WORK INSTRUCTIONS: Take the data below and repeat it exactly.

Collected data

===============

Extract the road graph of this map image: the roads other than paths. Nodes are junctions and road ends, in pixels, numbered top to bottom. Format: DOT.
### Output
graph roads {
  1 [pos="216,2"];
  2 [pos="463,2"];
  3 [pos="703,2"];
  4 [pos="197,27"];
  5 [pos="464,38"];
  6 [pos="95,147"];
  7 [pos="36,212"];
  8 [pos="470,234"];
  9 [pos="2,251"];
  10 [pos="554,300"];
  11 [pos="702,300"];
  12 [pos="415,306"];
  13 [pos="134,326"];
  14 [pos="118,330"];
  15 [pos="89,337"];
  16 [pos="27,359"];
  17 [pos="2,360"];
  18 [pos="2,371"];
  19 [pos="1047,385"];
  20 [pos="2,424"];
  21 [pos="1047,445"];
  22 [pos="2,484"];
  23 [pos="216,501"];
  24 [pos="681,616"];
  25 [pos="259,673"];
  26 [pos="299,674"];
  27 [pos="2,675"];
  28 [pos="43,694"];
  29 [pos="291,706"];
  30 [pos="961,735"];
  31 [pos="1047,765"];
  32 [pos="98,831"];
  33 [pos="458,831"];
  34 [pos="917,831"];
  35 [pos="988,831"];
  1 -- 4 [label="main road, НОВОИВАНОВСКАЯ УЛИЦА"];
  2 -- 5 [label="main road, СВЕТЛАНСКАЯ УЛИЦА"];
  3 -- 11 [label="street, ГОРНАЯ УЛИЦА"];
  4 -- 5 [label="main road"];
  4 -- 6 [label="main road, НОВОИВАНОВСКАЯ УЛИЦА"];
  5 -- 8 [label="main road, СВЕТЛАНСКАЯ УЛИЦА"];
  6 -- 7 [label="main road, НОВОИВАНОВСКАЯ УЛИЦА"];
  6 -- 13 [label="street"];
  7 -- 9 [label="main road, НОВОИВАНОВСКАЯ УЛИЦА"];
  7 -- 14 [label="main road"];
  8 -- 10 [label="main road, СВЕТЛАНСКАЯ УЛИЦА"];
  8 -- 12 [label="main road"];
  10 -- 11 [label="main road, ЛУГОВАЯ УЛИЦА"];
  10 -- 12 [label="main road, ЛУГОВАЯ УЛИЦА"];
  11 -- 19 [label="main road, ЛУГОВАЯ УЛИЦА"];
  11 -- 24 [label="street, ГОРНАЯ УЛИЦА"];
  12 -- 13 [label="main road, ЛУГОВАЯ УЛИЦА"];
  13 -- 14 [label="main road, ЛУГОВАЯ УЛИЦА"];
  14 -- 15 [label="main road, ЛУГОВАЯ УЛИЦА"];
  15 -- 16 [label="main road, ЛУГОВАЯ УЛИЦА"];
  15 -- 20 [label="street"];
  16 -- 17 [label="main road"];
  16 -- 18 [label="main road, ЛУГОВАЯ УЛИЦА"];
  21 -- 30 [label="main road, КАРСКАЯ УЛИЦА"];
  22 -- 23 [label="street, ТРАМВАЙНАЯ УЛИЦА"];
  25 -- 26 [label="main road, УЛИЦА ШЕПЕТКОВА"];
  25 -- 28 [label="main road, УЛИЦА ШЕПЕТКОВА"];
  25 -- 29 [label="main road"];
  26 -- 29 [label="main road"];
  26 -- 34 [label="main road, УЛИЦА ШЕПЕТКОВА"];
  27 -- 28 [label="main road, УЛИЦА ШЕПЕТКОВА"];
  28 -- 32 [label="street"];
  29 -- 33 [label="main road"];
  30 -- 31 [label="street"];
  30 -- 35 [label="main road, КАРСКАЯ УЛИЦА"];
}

===============

EXERCISE SOLUTION:
Extract the road graph of this map image: the roads other than paths. Nodes are junctions and road ends, in pixels, numbered top to bottom. Format: DOT.
### Output
graph roads {
  1 [pos="216,2"];
  2 [pos="463,2"];
  3 [pos="703,2"];
  4 [pos="197,27"];
  5 [pos="464,38"];
  6 [pos="95,147"];
  7 [pos="36,212"];
  8 [pos="470,234"];
  9 [pos="2,251"];
  10 [pos="554,300"];
  11 [pos="702,300"];
  12 [pos="415,306"];
  13 [pos="134,326"];
  14 [pos="118,330"];
  15 [pos="89,337"];
  16 [pos="27,359"];
  17 [pos="2,360"];
  18 [pos="2,371"];
  19 [pos="1047,385"];
  20 [pos="2,424"];
  21 [pos="1047,445"];
  22 [pos="2,484"];
  23 [pos="216,501"];
  24 [pos="681,616"];
  25 [pos="259,673"];
  26 [pos="299,674"];
  27 [pos="2,675"];
  28 [pos="43,694"];
  29 [pos="291,706"];
  30 [pos="961,735"];
  31 [pos="1047,765"];
  32 [pos="98,831"];
  33 [pos="458,831"];
  34 [pos="917,831"];
  35 [pos="988,831"];
  1 -- 4 [label="main road, НОВОИВАНОВСКАЯ УЛИЦА"];
  2 -- 5 [label="main road, СВЕТЛАНСКАЯ УЛИЦА"];
  3 -- 11 [label="street, ГОРНАЯ УЛИЦА"];
  4 -- 5 [label="main road"];
  4 -- 6 [label="main road, НОВОИВАНОВСКАЯ УЛИЦА"];
  5 -- 8 [label="main road, СВЕТЛАНСКАЯ УЛИЦА"];
  6 -- 7 [label="main road, НОВОИВАНОВСКАЯ УЛИЦА"];
  6 -- 13 [label="street"];
  7 -- 9 [label="main road, НОВОИВАНОВСКАЯ УЛИЦА"];
  7 -- 14 [label="main road"];
  8 -- 10 [label="main road, СВЕТЛАНСКАЯ УЛИЦА"];
  8 -- 12 [label="main road"];
  10 -- 11 [label="main road, ЛУГОВАЯ УЛИЦА"];
  10 -- 12 [label="main road, ЛУГОВАЯ УЛИЦА"];
  11 -- 19 [label="main road, ЛУГОВАЯ УЛИЦА"];
  11 -- 24 [label="street, ГОРНАЯ УЛИЦА"];
  12 -- 13 [label="main road, ЛУГОВАЯ УЛИЦА"];
  13 -- 14 [label="main road, ЛУГОВАЯ УЛИЦА"];
  14 -- 15 [label="main road, ЛУГОВАЯ УЛИЦА"];
  15 -- 16 [label="main road, ЛУГОВАЯ УЛИЦА"];
  15 -- 20 [label="street"];
  16 -- 17 [label="main road"];
  16 -- 18 [label="main road, ЛУГОВАЯ УЛИЦА"];
  21 -- 30 [label="main road, КАРСКАЯ УЛИЦА"];
  22 -- 23 [label="street, ТРАМВАЙНАЯ УЛИЦА"];
  25 -- 26 [label="main road, УЛИЦА ШЕПЕТКОВА"];
  25 -- 28 [label="main road, УЛИЦА ШЕПЕТКОВА"];
  25 -- 29 [label="main road"];
  26 -- 29 [label="main road"];
  26 -- 34 [label="main road, УЛИЦА ШЕПЕТКОВА"];
  27 -- 28 [label="main road, УЛИЦА ШЕПЕТКОВА"];
  28 -- 32 [label="street"];
  29 -- 33 [label="main road"];
  30 -- 31 [label="street"];
  30 -- 35 [label="main road, КАРСКАЯ УЛИЦА"];
}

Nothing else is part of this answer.